The current challenges to security and privacy in healthcare strike me as unsurprising and non-unique to the field or industry. I understand that health data is among, if not the most sensitive type of data one can collect and host, but I found it increasingly frustrating to read about the threats to health data as if these are unique challenges that no other industry has tackled. Banks, private equity, and consultancy firms all handle highly sensitive data – and while likely none of it is protected health information, all if it requires high levels of security and protective infrastructure to prevent loss, theft, or contamination/corruption. I appreciated that this was somewhat acknowledged in the Kruse et al. (2017) paper that discussed cybersecurity, when discussing the fact that healthcare is very much falling behind on data protection.

I would have liked to see more discussion of the way some other industries that handle sensitive data, perhaps with the acknowledgment that some of these methods biomedical and health informatics can learn from. A paper I read and included in the primer from last week (Wu, Davis and Bell, 2012) discussed decision making and decision support systems within the context of other industries, comparing clinical decisions to those made by military commanders and business managers, and I thought it was a novel and interesting way to approach the challenge. I've found that health informatics can be very insular; papers and textbooks tend to think of the issues they face as unique to healthcare or only solvable by unique healthcare interventions, and in many cases that isn't the case. This is especially apparent with privacy and security, where many industries put emphasis on the emerging threats we've discussed here.

pristineliving commented 4 years ago

Reflection by Mu

Electronic storage of health information provides users with great convenience, but at the same time, leaves the original health information providers such as hospitals information system vulnerable to cybercrime. Computer system are exposed to attacks from intentional and unintentional persons and from internal and external, which causes chaos and even irreversible loss and damage. Extremely sensitive personal and health data are always at risk of being modified, or stolen. These threats, if not well faced and constantly controlled, will hinder further exchange and potentially lead to breakdown of health information availability.

pristineliving commented 4 years ago

Reflection by Tianran

It was surprising to me that the clinician-centric and patient-centric approaches had very different risk management perspectives. Yet it makes sense since different stakeholders would have different task-oriented threats from internal handling and external attacks. Designers should interview the system users when they are designing a HIS so that they could investigate the potential security defects on systematic features, workflow, and user interface, thus comprehend the risks with more depth.
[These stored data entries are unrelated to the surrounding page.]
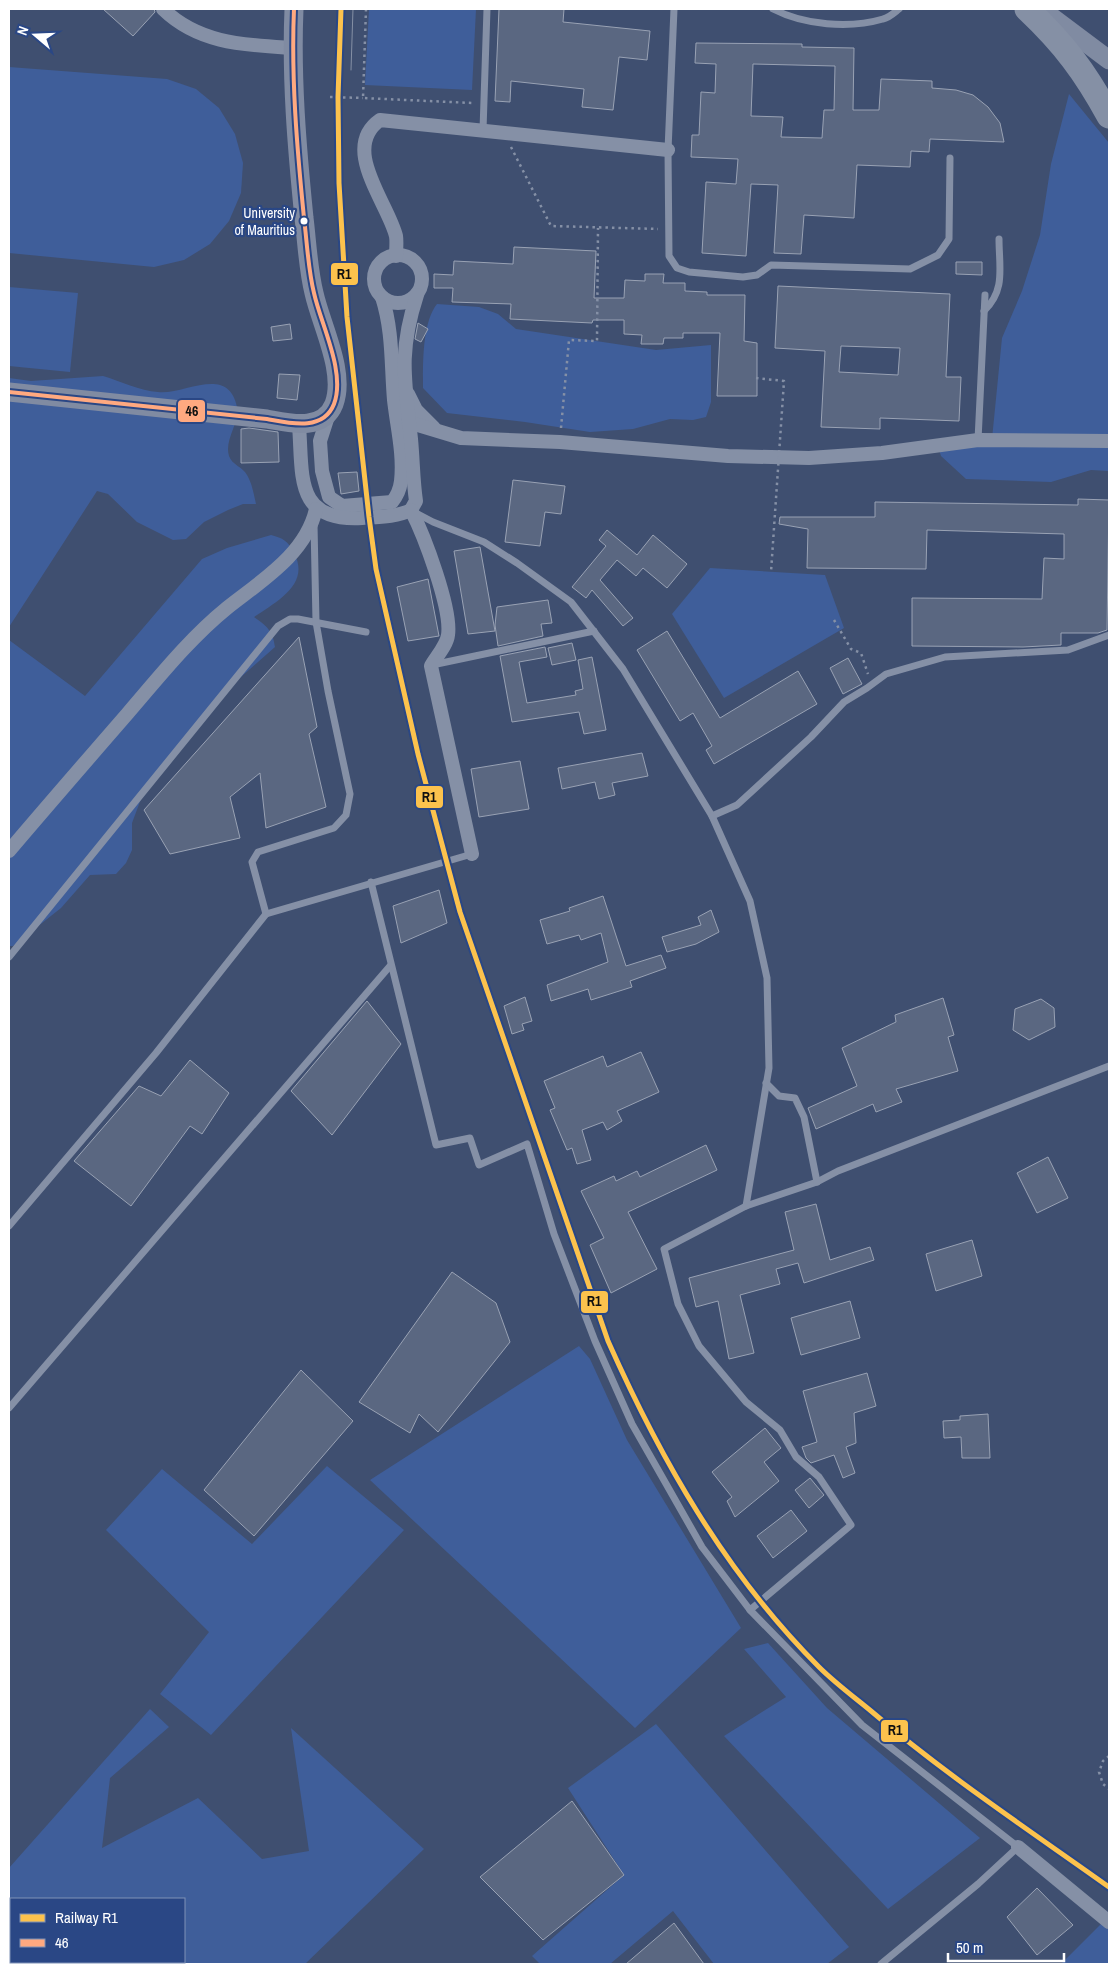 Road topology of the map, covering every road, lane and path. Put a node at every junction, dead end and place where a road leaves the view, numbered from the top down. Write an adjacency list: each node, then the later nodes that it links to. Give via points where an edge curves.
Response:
1 (294, 9): 10 (street)
2 (366, 9): 13 (path)
3 (487, 9): 14 (lane)
4 (674, 9): 18 (lane)
5 (774, 9): 6 (lane, via 790,18 812,22 855,23 885,19)
6 (899, 9)
7 (1027, 9): 15 (highway, via 1062,43)
8 (1041, 9): 11 (street)
9 (170, 12): 10 (street, via 194,31 216,40)
10 (292, 48): 31 (street, via 301,186 314,292 336,362 334,403)
11 (1109, 60)
12 (330, 97): 13 (path)
13 (363, 98): 14 (path)
14 (484, 104): 16 (lane)
15 (1109, 116)
16 (483, 130): 17 (street); 23 (street, via 380,120 370,127 365,148 366,167 396,238)
17 (504, 133): 18 (street); 20 (path, via 551,226)
18 (668, 150): 21 (lane)
19 (950, 158): 21 (lane, via 949,238 938,255 910,269 772,265 757,275 743,277 689,272 676,268 669,256)
20 (598, 228): 21 (path); 37 (path, via 597,341 569,340)
21 (669, 230)
22 (1000, 239): 27 (lane, via 999,291 995,301)
23 (396, 256): 24 (street, via 409,258 420,269 422,285); 26 (street, via 386,259 376,271 376,287)
24 (416, 294): 26 (street, via 399,304); 29 (street, via 407,323)
25 (985, 295): 27 (lane)
26 (382, 297): 31 (street, via 390,320 394,401 402,456 401,482 392,502 342,506 329,497 322,471 320,441)
27 (984, 311): 35 (lane)
28 (756, 378): 40 (path, bridge, via 784,381)
29 (403, 386): 32 (street); 34 (street, via 416,410)
30 (9, 392): 33 (street)
31 (329, 413): 33 (street, via 318,421)
32 (408, 422): 34 (street); 38 (street, via 416,501)
33 (299, 425): 39 (street, via 307,498)
34 (441, 433): 37 (street, via 461,438)
35 (978, 440): 36 (street); 37 (street, via 882,453 809,458 728,456)
36 (1109, 441)
37 (560, 442)
38 (411, 510): 39 (street, via 342,519); 43 (lane, via 484,542 516,563 571,602); 46 (street, via 425,537 446,610 448,636)
39 (315, 515): 42 (lane); 49 (street, via 299,546 224,611 171,663)
40 (771, 572)
41 (834, 620): 47 (path, via 850,649 861,653 868,674)
42 (316, 622): 44 (lane); 52 (lane, via 350,794 346,815 334,828 258,852 252,862); 53 (lane, via 290,619 278,626)
43 (594, 631): 46 (lane); 48 (lane, via 623,669)
44 (366, 632)
45 (1109, 635): 47 (lane, via 1068,650 945,657 886,674)
46 (431, 666): 50 (street)
47 (868, 688): 48 (lane, via 844,702 811,737 736,805)
48 (712, 816): 56 (lane, via 750,901 767,978 769,1068)
49 (9, 852)
50 (472, 854): 51 (lane)
51 (371, 882): 52 (lane); 54 (lane)
52 (266, 914): 59 (lane, via 156,1053)
53 (9, 957)
54 (390, 966): 60 (lane); 61 (lane, via 436,1145 470,1138 478,1165 527,1144 554,1234 595,1341 632,1424 702,1547)
55 (1109, 1066): 57 (lane)
56 (766, 1083): 57 (lane, via 779,1096 795,1098 804,1116); 58 (lane)
57 (817, 1182): 58 (lane)
58 (746, 1206): 61 (lane, via 664,1249 678,1304 705,1354 746,1402 780,1430 796,1457 819,1476 851,1524)
59 (9, 1226)
60 (9, 1408)
61 (750, 1610): 64 (lane, via 862,1725)
62 (1109, 1756): 63 (path, via 1099,1772 1103,1784)
63 (1109, 1789)
64 (1018, 1847): 65 (street); 66 (lane)
65 (1109, 1922)
66 (881, 1964) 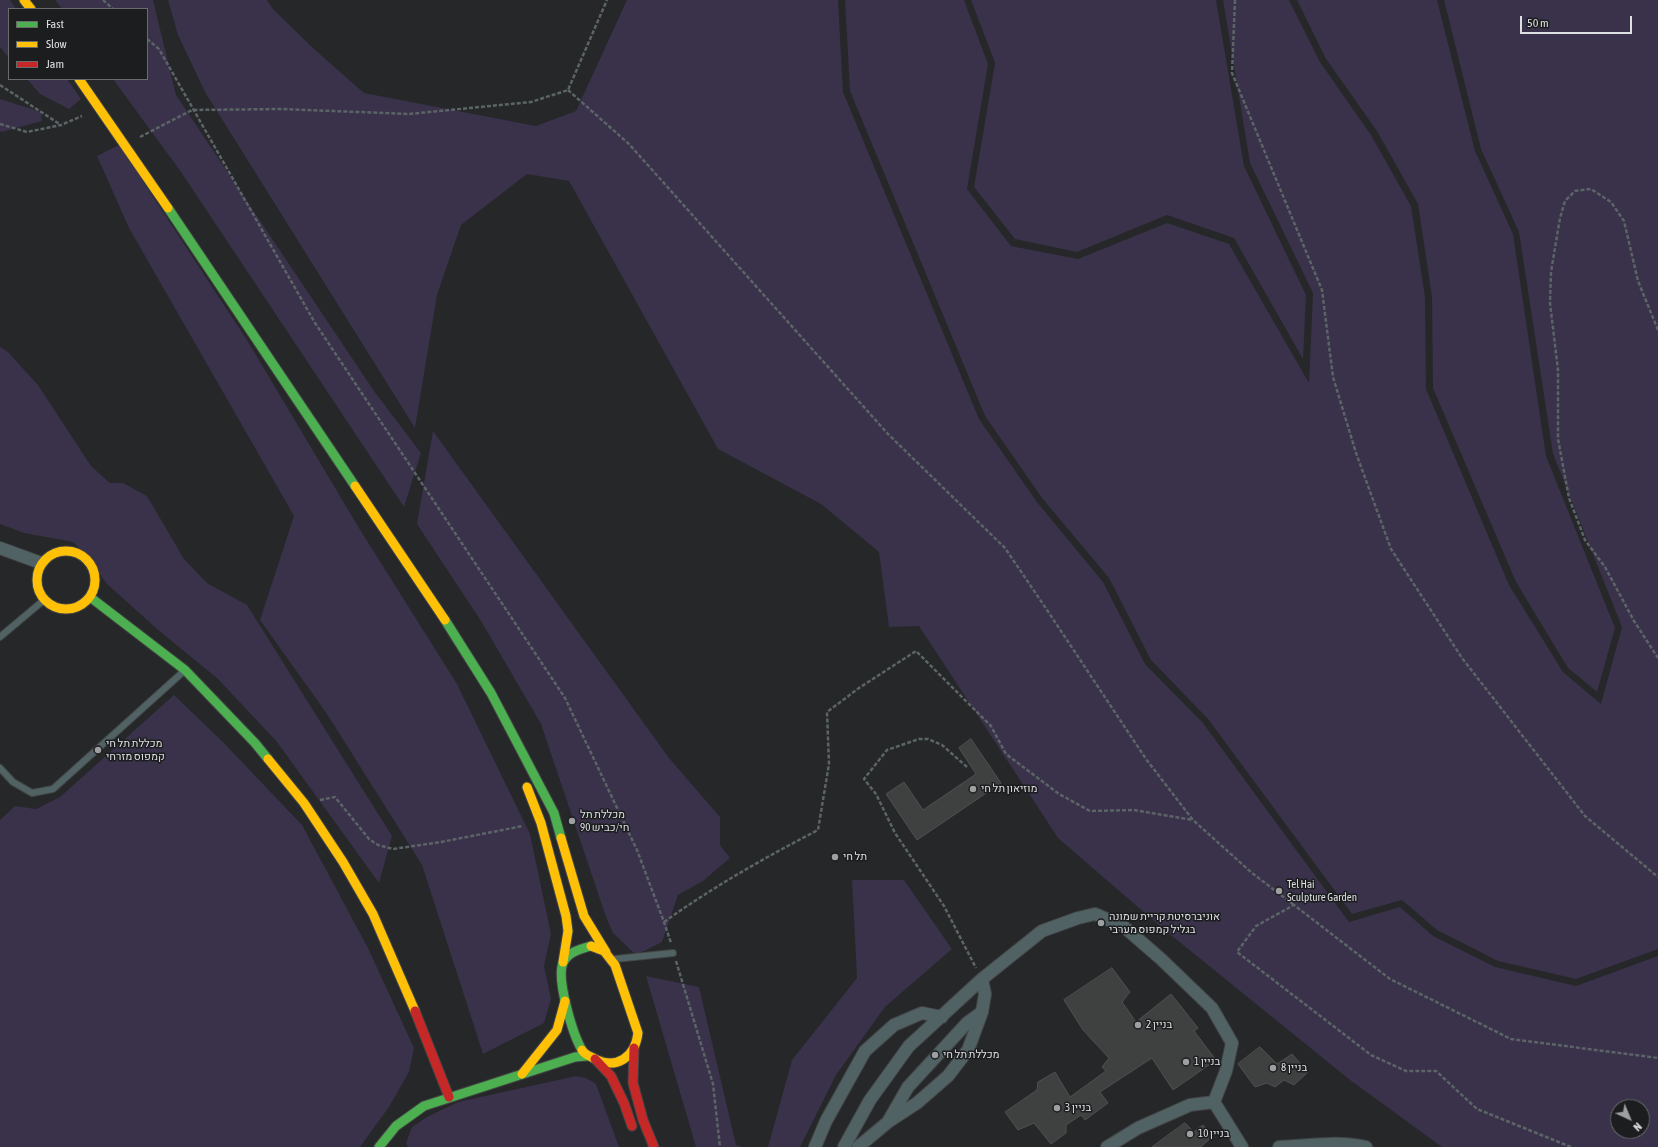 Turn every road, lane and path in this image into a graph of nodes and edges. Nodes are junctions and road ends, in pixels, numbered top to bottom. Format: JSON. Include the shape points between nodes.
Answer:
{"nodes":[{"id":1,"x":24,"y":0,"type":"edge"},
{"id":2,"x":103,"y":0,"type":"edge"},
{"id":3,"x":607,"y":0,"type":"edge"},
{"id":4,"x":1235,"y":0,"type":"edge"},
{"id":5,"x":30,"y":8,"type":"edge"},
{"id":6,"x":112,"y":8,"type":"edge"},
{"id":7,"x":148,"y":40,"type":"edge"},
{"id":8,"x":80,"y":80,"type":"edge"},
{"id":9,"x":0,"y":85,"type":"edge"},
{"id":10,"x":568,"y":90,"type":"junction"},
{"id":11,"x":99,"y":108,"type":"junction"},
{"id":12,"x":192,"y":110,"type":"junction"},
{"id":13,"x":0,"y":124,"type":"edge"},
{"id":14,"x":62,"y":125,"type":"junction"},
{"id":15,"x":126,"y":144,"type":"junction"},
{"id":16,"x":1658,"y":330,"type":"edge"},
{"id":17,"x":0,"y":548,"type":"edge"},
{"id":18,"x":41,"y":563,"type":"junction"},
{"id":19,"x":90,"y":598,"type":"junction"},
{"id":20,"x":44,"y":600,"type":"junction"},
{"id":21,"x":0,"y":637,"type":"edge"},
{"id":22,"x":1658,"y":658,"type":"edge"},
{"id":23,"x":185,"y":670,"type":"junction"},
{"id":24,"x":491,"y":693,"type":"junction"},
{"id":25,"x":519,"y":765,"type":"dead end"},
{"id":26,"x":967,"y":767,"type":"dead end"},
{"id":27,"x":0,"y":768,"type":"edge"},
{"id":28,"x":524,"y":780,"type":"dead end"},
{"id":29,"x":304,"y":804,"type":"junction"},
{"id":30,"x":1193,"y":820,"type":"junction"},
{"id":31,"x":541,"y":823,"type":"junction"},
{"id":32,"x":1658,"y":877,"type":"edge"},
{"id":33,"x":1294,"y":905,"type":"junction"},
{"id":34,"x":664,"y":922,"type":"junction"},
{"id":35,"x":606,"y":952,"type":"junction"},
{"id":36,"x":674,"y":953,"type":"junction"},
{"id":37,"x":612,"y":960,"type":"junction"},
{"id":38,"x":563,"y":962,"type":"junction"},
{"id":39,"x":982,"y":978,"type":"junction"},
{"id":40,"x":566,"y":1001,"type":"junction"},
{"id":41,"x":982,"y":1012,"type":"junction"},
{"id":42,"x":942,"y":1017,"type":"junction"},
{"id":43,"x":634,"y":1048,"type":"junction"},
{"id":44,"x":591,"y":1058,"type":"junction"},
{"id":45,"x":1658,"y":1058,"type":"edge"},
{"id":46,"x":522,"y":1074,"type":"junction"},
{"id":47,"x":450,"y":1097,"type":"junction"},
{"id":48,"x":1214,"y":1102,"type":"junction"},
{"id":49,"x":888,"y":1122,"type":"junction"},
{"id":50,"x":636,"y":1136,"type":"dead end"},
{"id":51,"x":379,"y":1147,"type":"edge"},
{"id":52,"x":654,"y":1147,"type":"edge"},
{"id":53,"x":720,"y":1147,"type":"edge"},
{"id":54,"x":815,"y":1147,"type":"edge"},
{"id":55,"x":844,"y":1147,"type":"edge"},
{"id":56,"x":858,"y":1147,"type":"edge"},
{"id":57,"x":1107,"y":1147,"type":"edge"},
{"id":58,"x":1242,"y":1147,"type":"edge"},
{"id":59,"x":1279,"y":1147,"type":"edge"},
{"id":60,"x":1366,"y":1147,"type":"edge"},
{"id":61,"x":1571,"y":1147,"type":"edge"}],
"edges":[{"from":1,"to":5,"type":"main road"},
{"from":2,"to":6,"type":"path"},
{"from":3,"to":10,"type":"path"},
{"from":4,"to":32,"type":"path","via":[[1232,73],[1322,290],[1333,377],[1356,452],[1391,549],[1462,658],[1585,816]]},
{"from":7,"to":12,"type":"path","via":[[159,49]]},
{"from":8,"to":11,"type":"main road"},
{"from":9,"to":14,"type":"path"},
{"from":10,"to":12,"type":"path","via":[[531,102],[409,114],[282,109]]},
{"from":10,"to":30,"type":"path","via":[[629,144],[888,434],[1004,548],[1146,759]]},
{"from":11,"to":14,"type":"path"},
{"from":11,"to":15,"type":"main road"},
{"from":12,"to":15,"type":"path"},
{"from":12,"to":34,"type":"path","via":[[315,323],[565,698],[637,850]]},
{"from":13,"to":14,"type":"path","via":[[27,132]]},
{"from":15,"to":24,"type":"main road","via":[[428,594]]},
{"from":16,"to":22,"type":"path","via":[[1638,281],[1624,221],[1611,202],[1591,189],[1575,191],[1565,201],[1551,272],[1550,303],[1558,370],[1558,439],[1569,498],[1586,540],[1605,567],[1634,621]]},
{"from":17,"to":18,"type":"street"},
{"from":18,"to":19,"type":"main road","via":[[47,557],[63,550],[83,556],[92,565],[95,573]]},
{"from":18,"to":20,"type":"main road","via":[[36,582]]},
{"from":19,"to":20,"type":"main road","via":[[76,608],[68,609],[51,606]]},
{"from":19,"to":23,"type":"main road"},
{"from":20,"to":21,"type":"lane"},
{"from":23,"to":27,"type":"lane","via":[[52,789],[32,793],[13,782]]},
{"from":23,"to":29,"type":"main road","via":[[255,743]]},
{"from":24,"to":25,"type":"main road"},
{"from":24,"to":35,"type":"main road","via":[[554,813],[584,916]]},
{"from":26,"to":39,"type":"path","via":[[942,745],[928,739],[919,739],[887,750],[864,779],[876,794],[895,833],[944,906]]},
{"from":28,"to":31,"type":"main road"},
{"from":29,"to":31,"type":"path","via":[[335,797],[369,839],[378,845],[393,849]]},
{"from":29,"to":47,"type":"main road","via":[[343,862],[373,914]]},
{"from":30,"to":33,"type":"path","via":[[1252,873]]},
{"from":30,"to":34,"type":"path","via":[[1134,810],[1090,811],[1059,794],[1006,754],[991,726],[916,651],[827,712],[829,764],[818,830],[764,858]]},
{"from":31,"to":38,"type":"main road","via":[[566,916],[568,931]]},
{"from":33,"to":45,"type":"path","via":[[1390,979],[1511,1039]]},
{"from":33,"to":61,"type":"path","via":[[1256,926],[1236,952],[1372,1055],[1406,1071],[1436,1071],[1477,1109]]},
{"from":34,"to":36,"type":"path"},
{"from":35,"to":37,"type":"main road"},
{"from":35,"to":38,"type":"main road","via":[[591,946],[582,948]]},
{"from":36,"to":37,"type":"lane"},
{"from":36,"to":53,"type":"path","via":[[713,1084]]},
{"from":37,"to":43,"type":"main road","via":[[637,1029],[638,1040]]},
{"from":38,"to":40,"type":"main road","via":[[560,978]]},
{"from":39,"to":41,"type":"street","via":[[985,994]]},
{"from":39,"to":42,"type":"street"},
{"from":39,"to":48,"type":"street","via":[[1042,931],[1095,914],[1123,926],[1162,958],[1212,1008],[1232,1043],[1226,1071]]},
{"from":40,"to":44,"type":"main road","via":[[580,1046]]},
{"from":40,"to":46,"type":"main road","via":[[557,1030]]},
{"from":41,"to":49,"type":"street","via":[[967,1023],[908,1087]]},
{"from":41,"to":49,"type":"street","via":[[968,1050],[948,1076],[917,1103]]},
{"from":42,"to":54,"type":"street","via":[[922,1014],[894,1025],[865,1051],[826,1121]]},
{"from":42,"to":55,"type":"street","via":[[909,1046],[870,1100]]},
{"from":43,"to":44,"type":"main road","via":[[629,1055],[617,1062],[603,1063]]},
{"from":43,"to":52,"type":"main road","via":[[634,1083],[643,1120]]},
{"from":44,"to":46,"type":"main road","via":[[575,1057]]},
{"from":44,"to":50,"type":"main road","via":[[611,1076]]},
{"from":46,"to":47,"type":"main road"},
{"from":47,"to":51,"type":"main road","via":[[424,1106],[410,1115],[396,1126]]},
{"from":48,"to":57,"type":"street","via":[[1190,1105],[1138,1128]]},
{"from":48,"to":58,"type":"street"},
{"from":49,"to":56,"type":"street"},
{"from":59,"to":60,"type":"street","via":[[1356,1144]]}]}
On the other hand, I am curious about the current challenges of the patient-generating EHR, for instance, incorporating the data from wearable devices and smartphones to the hospital EHR system. Introducing more parties may enrich the data type while introducing a higher risk of a data breach and yet lower data quality. I think we may first think of who are the data providers and users, how they input data, and what risks they may encounter. Then we could strategize for data confidentiality artifacts accordingly.

Another thought is that we always have to face the trade-off between data storage & data sharing and data security. Adding one stakeholder is adding the complexity for confidentiality protection, and yet promoting more data integration and collaboration with better quality control and larger sample size. Yet I think data security worths the top priority among all healthcare data management elements. Without confidentiality, it is hard to achieve the minimal goal of "do no harm". And the cost could be undetectable and catastrophic. Suppose patients grant rights for research and yet their information became buyable on the market without their consciousness. Their insurance companies and employers may get individual-leveled information and make discriminative policies accordingly, preventing them from proper medical coverage or recruitment. It is like a scary movie clue.